Salí temprano de la casa, tenía que hacer varias diligencias. Tomé el ascensor, se detuvo dos pisos abajo, y entraron dos personas jóvenes, no saludaron. Conversaban entre ellos, eran dos técnicos de una empresa de telecomunicaciones. El ascensor volvió a detenerse, tres personas lo esperaban. Primero entró una joven señora con un escote pronunciado, afuera se quedó una anciana, indecisa, llevaba puesto un sombrero pintoresco que decía Panamá, y la acompañaba una muchacha que vestía shorts, a media pierna, repleto de huecos. La joven señora dijo en voz alta: “entra mami” al ver que ésta sentía temor. La anciana entró apoyándose con su bastón, nos comentó que le daba pánico que el ascensor se cerrara y la aplastara; aun así, estaba risueña, y parlanchina, de buen ánimo. Miró a la chica que la acompañaba y le dijo: “bueno retomando el tema, en mi época no se usaban pantalones rotos, ni mucho menos se podía andar enseñando todo por ahí”. Su hija, la del escote, la miró seria.
En medio de la conversación, el ascensor se detuvo nuevamente, lo esperaba una señora mayor que al ver el gentío, nos miró dudando si cabía o no. Estaba vestida con una blusa turquesa con diminutas líneas doradas, peinada de salón y maquillada. Yo la conocía, siempre impecable, no recuerdo haberla visto de otra manera. Le he llegado a comentar a mi esposo que me encanta porque siempre anda arreglada, yo quisiera ser así cuando sea grande. Tener esa energía y deseos de verme bien sin importar la edad.
La animé a entrar, y le dije: “venga que aquí le hacemos un espacio”. La anciana del sombrero también le dijo en son de canto: “entre que caben cien”. La señora entró sonriendo y moviendo los hombros en son de baile, y nos dijo: “así es, pero hay que ponerle ritmo”. Las miré y sonriendo les dije: “que buen ánimo tienen”. Todos nos echamos a reír.
Mi vecina, elegante, sonrió, y nos dijo: “deberíamos felicitarnos por un día más y vivirlo con alegría”, continuó, “yo veo a la juventud seria”, y miró a los dos jóvenes, “desmotivada, y hasta con problemas de depresión”. Es así, le respondí, lo converso bastante con mis hijos adolescentes, los jóvenes deberían sonreír más, tener buen ánimo, si tienen la energía necesaria.
La señora del sombrero y sus acompañantes se despidieron con alegría.
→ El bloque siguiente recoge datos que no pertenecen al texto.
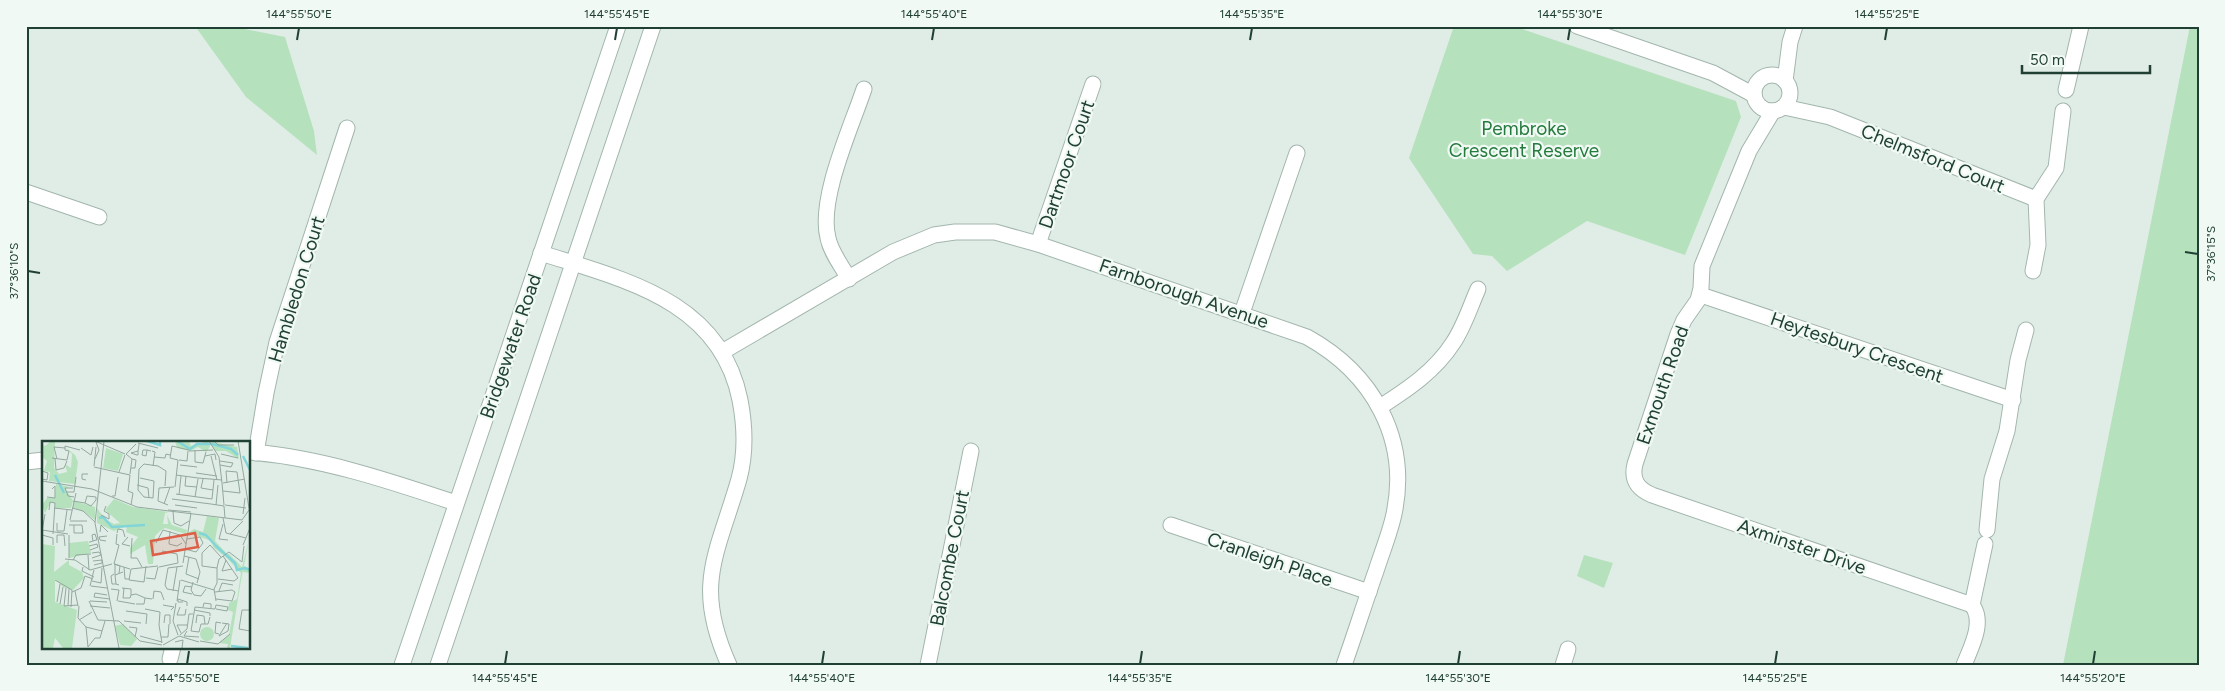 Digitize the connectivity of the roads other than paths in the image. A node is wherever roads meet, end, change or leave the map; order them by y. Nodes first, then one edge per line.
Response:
1 (618, 26) edge
2 (653, 26) edge
3 (1577, 26) edge
4 (1795, 26) edge
5 (2081, 26) edge
6 (1598, 30) edge
7 (1790, 42) junction
8 (1713, 73) junction
9 (1765, 78) junction
10 (1093, 84) dead end
11 (1788, 87) junction
12 (864, 90) dead end
13 (2066, 90) dead end
14 (1756, 100) junction
15 (1779, 109) junction
16 (2063, 112) dead end
17 (1830, 116) junction
18 (347, 128) dead end
19 (1748, 151) junction
20 (1297, 153) dead end
21 (26, 192) edge
22 (2036, 200) junction
23 (99, 217) dead end
24 (1038, 244) junction
25 (542, 253) junction
26 (573, 263) junction
27 (2033, 271) dead end
28 (849, 279) junction
29 (1478, 289) dead end
30 (1701, 295) junction
31 (1242, 313) junction
32 (2026, 330) dead end
33 (722, 352) junction
34 (2013, 400) junction
35 (1380, 407) junction
36 (971, 451) dead end
37 (253, 453) edge
38 (42, 460) edge
39 (26, 462) edge
40 (1635, 482) joint
41 (456, 503) junction
42 (1171, 525) dead end
43 (1369, 592) junction
44 (1972, 605) junction
45 (1568, 649) dead end
46 (402, 665) edge
47 (438, 665) edge
48 (729, 665) edge
49 (928, 665) edge
50 (1344, 665) edge
51 (1563, 665) edge
52 (1964, 665) edge

1 - 25 street, Bridgewater Road
2 - 26 street, Bridgewater Road
3 - 6 street
4 - 7 street
5 - 13 street
6 - 8 street
7 - 9 street
7 - 11 street
8 - 9 street
8 - 14 street
9 - 11 street
9 - 14 street
10 - 24 street, Dartmoor Court
11 - 15 street
11 - 17 street, Chelmsford Court
12 - 28 street
14 - 15 street
14 - 19 street
15 - 17 street, Chelmsford Court
15 - 19 street
16 - 22 street
17 - 22 street, Chelmsford Court
18 - 37 street, Hambledon Court
19 - 30 street
20 - 31 street
21 - 23 street
22 - 27 street
24 - 28 street, Farnborough Avenue
24 - 31 street, Farnborough Avenue
25 - 26 street
25 - 41 street, Bridgewater Road
26 - 33 street
26 - 47 street, Bridgewater Road
28 - 33 street, Farnborough Avenue
29 - 35 street
30 - 34 street, Heytesbury Crescent
30 - 40 street, Exmouth Road
31 - 35 street, Farnborough Avenue
32 - 34 street
33 - 48 street
34 - 44 street
35 - 43 street, Farnborough Avenue
36 - 49 street, Balcombe Court
37 - 41 street
38 - 39 street
40 - 44 street, Axminster Drive
41 - 46 street, Bridgewater Road
42 - 43 street, Cranleigh Place
43 - 50 street, Farnborough Avenue
44 - 52 street
45 - 51 street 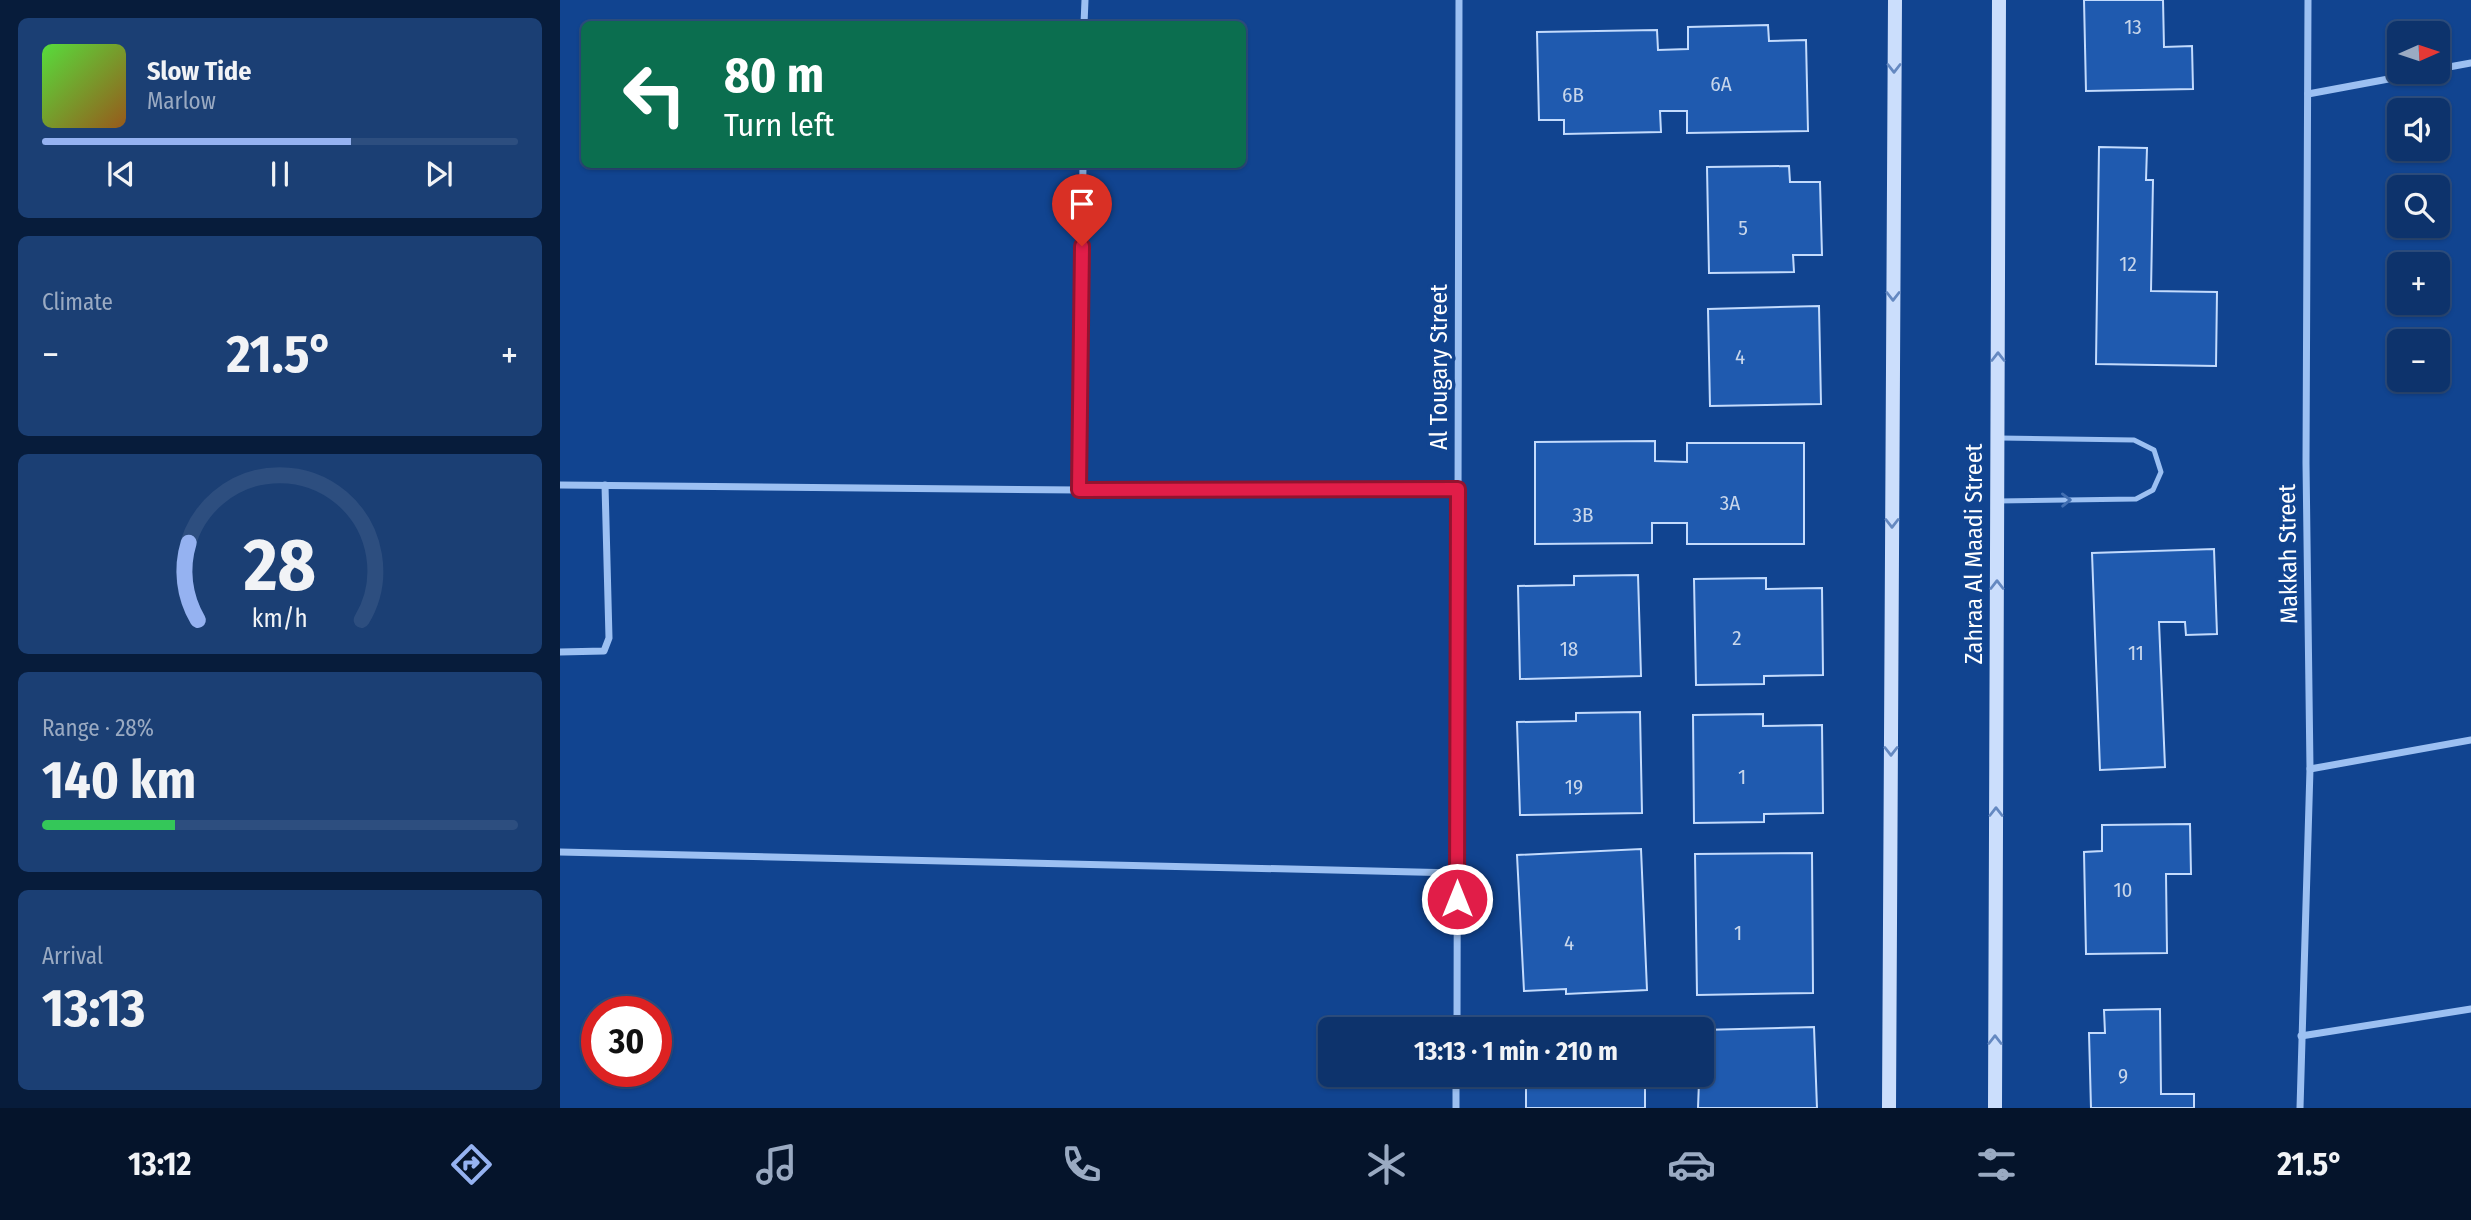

Aproveché para preguntarle a mi vecina por su nieta, hacía tiempo que no la veía, me comentó que estaba por cumplir dieciocho años. ¡No pensé que tuviera tantos! Hacía tan poco nos cruzábamos cuando la llevaba al colegio, o a cualquier actividad.
Los que quedamos, llegamos a planta baja, y salimos deseándonos un buen día, sí, hasta los técnicos reservados se fueron sonriendo.
Mientras caminaba a mi auto, recordé que hacía dos o tres años mi vecina había perdido a su única hija, una mujer tal vez de mi edad. Y ella se había hecho cargo de su nieta. Y ahí estaba, alegre, alentándonos a vivir con alegría, motivando a los jóvenes a sonreír, a agradecer y hasta a felicitarnos por un día más en esta tierra. Estoy segura de que esa mañana el ánimo nos cambió a todos, para bien. Sin duda, cada día es un regalo divino, y debemos estar agradecidos.